Exercise
Below are the records; collect from them each line containing the string "image".
──────────────────────────────
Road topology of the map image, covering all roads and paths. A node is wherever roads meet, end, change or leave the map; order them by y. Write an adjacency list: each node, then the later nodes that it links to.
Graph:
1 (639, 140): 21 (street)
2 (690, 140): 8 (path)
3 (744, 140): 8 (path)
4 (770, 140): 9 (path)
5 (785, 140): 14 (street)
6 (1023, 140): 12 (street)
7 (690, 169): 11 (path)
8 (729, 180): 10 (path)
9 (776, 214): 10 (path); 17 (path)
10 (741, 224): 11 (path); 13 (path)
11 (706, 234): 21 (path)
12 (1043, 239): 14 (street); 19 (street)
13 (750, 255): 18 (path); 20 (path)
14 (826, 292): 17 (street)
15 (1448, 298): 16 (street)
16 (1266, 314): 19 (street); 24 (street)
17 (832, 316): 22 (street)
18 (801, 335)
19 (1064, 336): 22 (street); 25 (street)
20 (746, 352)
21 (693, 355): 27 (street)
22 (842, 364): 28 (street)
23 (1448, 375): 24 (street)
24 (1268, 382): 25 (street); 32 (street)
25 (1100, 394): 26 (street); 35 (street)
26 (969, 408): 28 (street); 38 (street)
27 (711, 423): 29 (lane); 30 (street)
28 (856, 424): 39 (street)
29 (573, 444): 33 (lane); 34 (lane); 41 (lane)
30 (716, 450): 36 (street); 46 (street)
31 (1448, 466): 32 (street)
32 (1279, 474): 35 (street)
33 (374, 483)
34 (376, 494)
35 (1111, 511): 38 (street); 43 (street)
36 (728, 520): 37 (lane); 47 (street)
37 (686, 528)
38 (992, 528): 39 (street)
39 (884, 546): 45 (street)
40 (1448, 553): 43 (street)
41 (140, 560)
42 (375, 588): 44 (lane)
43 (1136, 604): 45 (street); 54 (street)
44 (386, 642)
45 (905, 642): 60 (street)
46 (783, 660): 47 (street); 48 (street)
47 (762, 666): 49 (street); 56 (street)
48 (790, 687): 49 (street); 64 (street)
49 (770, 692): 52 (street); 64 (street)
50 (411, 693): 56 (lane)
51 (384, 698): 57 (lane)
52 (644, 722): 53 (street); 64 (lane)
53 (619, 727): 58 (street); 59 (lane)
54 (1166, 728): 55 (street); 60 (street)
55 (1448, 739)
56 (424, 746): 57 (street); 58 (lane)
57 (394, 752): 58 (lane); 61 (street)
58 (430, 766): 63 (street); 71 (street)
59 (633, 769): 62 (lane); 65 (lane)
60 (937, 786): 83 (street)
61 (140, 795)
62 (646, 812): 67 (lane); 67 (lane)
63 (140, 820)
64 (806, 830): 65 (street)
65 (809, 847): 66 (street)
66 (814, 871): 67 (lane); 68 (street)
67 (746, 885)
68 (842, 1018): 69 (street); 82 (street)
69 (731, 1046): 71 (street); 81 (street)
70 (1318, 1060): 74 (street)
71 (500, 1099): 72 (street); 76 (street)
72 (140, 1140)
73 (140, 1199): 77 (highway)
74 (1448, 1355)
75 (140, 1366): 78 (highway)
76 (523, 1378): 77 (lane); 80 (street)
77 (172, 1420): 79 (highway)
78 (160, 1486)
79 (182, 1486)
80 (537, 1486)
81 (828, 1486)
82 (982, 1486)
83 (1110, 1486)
──────────────────────────────
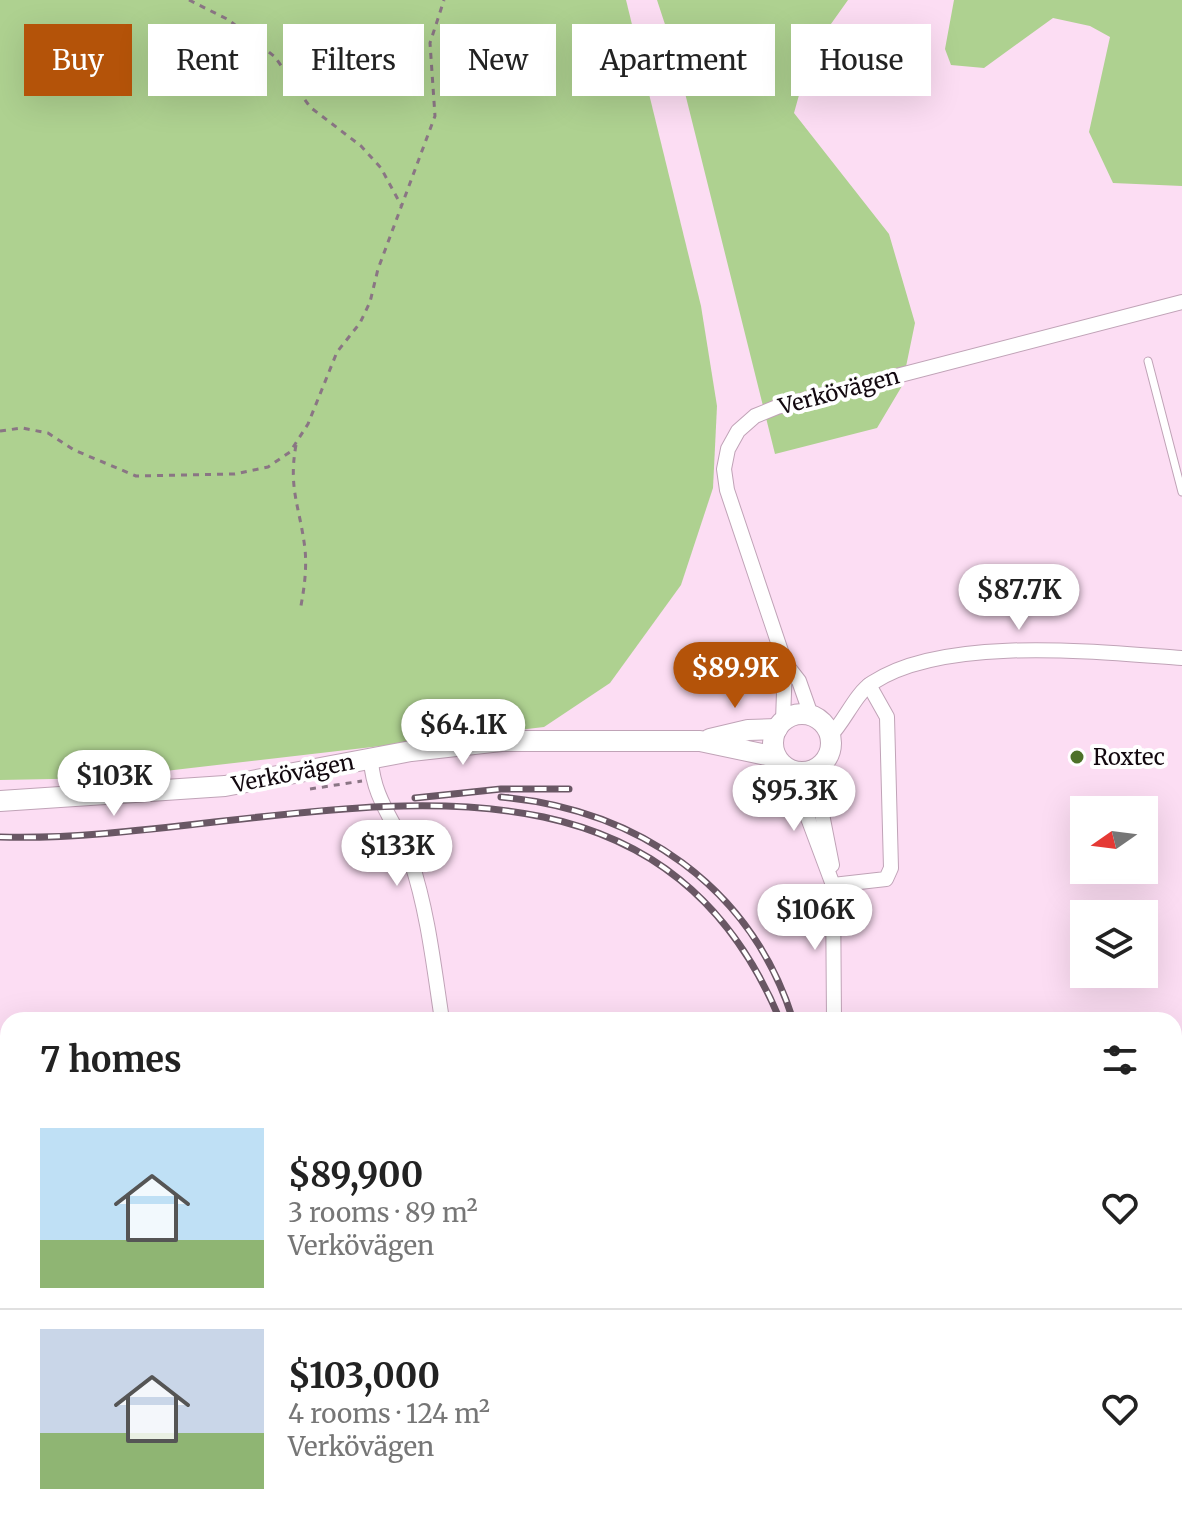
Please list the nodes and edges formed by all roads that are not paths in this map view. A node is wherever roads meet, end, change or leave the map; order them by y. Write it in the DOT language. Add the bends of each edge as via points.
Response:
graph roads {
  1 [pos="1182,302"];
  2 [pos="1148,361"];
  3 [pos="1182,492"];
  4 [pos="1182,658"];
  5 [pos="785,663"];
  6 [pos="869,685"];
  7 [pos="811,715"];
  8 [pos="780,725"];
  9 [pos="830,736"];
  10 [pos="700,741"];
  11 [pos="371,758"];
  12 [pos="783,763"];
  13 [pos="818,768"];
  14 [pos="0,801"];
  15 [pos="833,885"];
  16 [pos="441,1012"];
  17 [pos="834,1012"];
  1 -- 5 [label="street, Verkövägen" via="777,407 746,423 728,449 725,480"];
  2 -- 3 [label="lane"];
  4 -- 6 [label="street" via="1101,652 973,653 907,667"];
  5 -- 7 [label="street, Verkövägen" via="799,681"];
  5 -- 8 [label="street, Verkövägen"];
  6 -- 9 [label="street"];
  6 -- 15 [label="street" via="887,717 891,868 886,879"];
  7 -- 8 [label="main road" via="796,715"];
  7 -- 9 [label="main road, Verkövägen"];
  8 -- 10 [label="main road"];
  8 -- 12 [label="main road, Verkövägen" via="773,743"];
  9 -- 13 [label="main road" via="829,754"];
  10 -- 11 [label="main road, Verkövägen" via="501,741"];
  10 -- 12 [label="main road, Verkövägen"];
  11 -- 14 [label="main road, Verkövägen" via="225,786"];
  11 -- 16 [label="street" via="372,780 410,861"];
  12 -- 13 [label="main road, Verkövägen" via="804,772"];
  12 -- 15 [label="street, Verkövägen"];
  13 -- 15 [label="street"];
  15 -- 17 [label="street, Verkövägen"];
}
──────────────────────────────
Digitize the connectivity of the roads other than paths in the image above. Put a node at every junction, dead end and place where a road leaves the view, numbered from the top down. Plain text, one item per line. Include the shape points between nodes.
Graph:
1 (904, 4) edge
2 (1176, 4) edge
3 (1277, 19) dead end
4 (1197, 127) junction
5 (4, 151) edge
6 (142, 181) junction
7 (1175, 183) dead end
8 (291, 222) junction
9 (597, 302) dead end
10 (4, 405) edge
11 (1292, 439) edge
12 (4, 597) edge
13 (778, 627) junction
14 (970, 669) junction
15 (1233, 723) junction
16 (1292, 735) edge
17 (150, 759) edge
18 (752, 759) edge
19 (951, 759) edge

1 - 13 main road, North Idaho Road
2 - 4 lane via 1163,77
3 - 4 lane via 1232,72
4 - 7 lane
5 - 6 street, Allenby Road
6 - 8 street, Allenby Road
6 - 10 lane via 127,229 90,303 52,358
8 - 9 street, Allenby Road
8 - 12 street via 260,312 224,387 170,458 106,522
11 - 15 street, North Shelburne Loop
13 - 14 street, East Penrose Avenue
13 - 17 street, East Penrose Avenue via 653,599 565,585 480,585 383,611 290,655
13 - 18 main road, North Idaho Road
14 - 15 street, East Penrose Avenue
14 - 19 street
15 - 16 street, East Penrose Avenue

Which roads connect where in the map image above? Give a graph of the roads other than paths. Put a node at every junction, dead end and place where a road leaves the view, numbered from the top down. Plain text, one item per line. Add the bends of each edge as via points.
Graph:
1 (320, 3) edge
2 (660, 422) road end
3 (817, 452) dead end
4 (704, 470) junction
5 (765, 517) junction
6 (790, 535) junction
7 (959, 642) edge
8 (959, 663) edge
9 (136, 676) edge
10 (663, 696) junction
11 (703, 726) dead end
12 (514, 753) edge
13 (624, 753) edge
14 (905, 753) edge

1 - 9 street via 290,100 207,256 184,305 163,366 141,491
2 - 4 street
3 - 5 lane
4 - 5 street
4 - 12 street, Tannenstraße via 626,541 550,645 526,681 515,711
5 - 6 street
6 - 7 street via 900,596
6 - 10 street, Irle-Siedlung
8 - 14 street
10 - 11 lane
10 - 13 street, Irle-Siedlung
──────────────────────────────
Your response
Road topology of the map image, covering all roads and paths. A node is wherever roads meet, end, change or leave the map; order them by y. Write an adjacency list: each node, then the later nodes that it links to.
Digitize the connectivity of the roads other than paths in the image above. Put a node at every junction, dead end and place where a road leaves the view, numbered from the top down. Plain text, one item per line. Include the shape points between nodes.
Which roads connect where in the map image above? Give a graph of the roads other than paths. Put a node at every junction, dead end and place where a road leaves the view, numbered from the top down. Plain text, one item per line. Add the bends of each edge as via points.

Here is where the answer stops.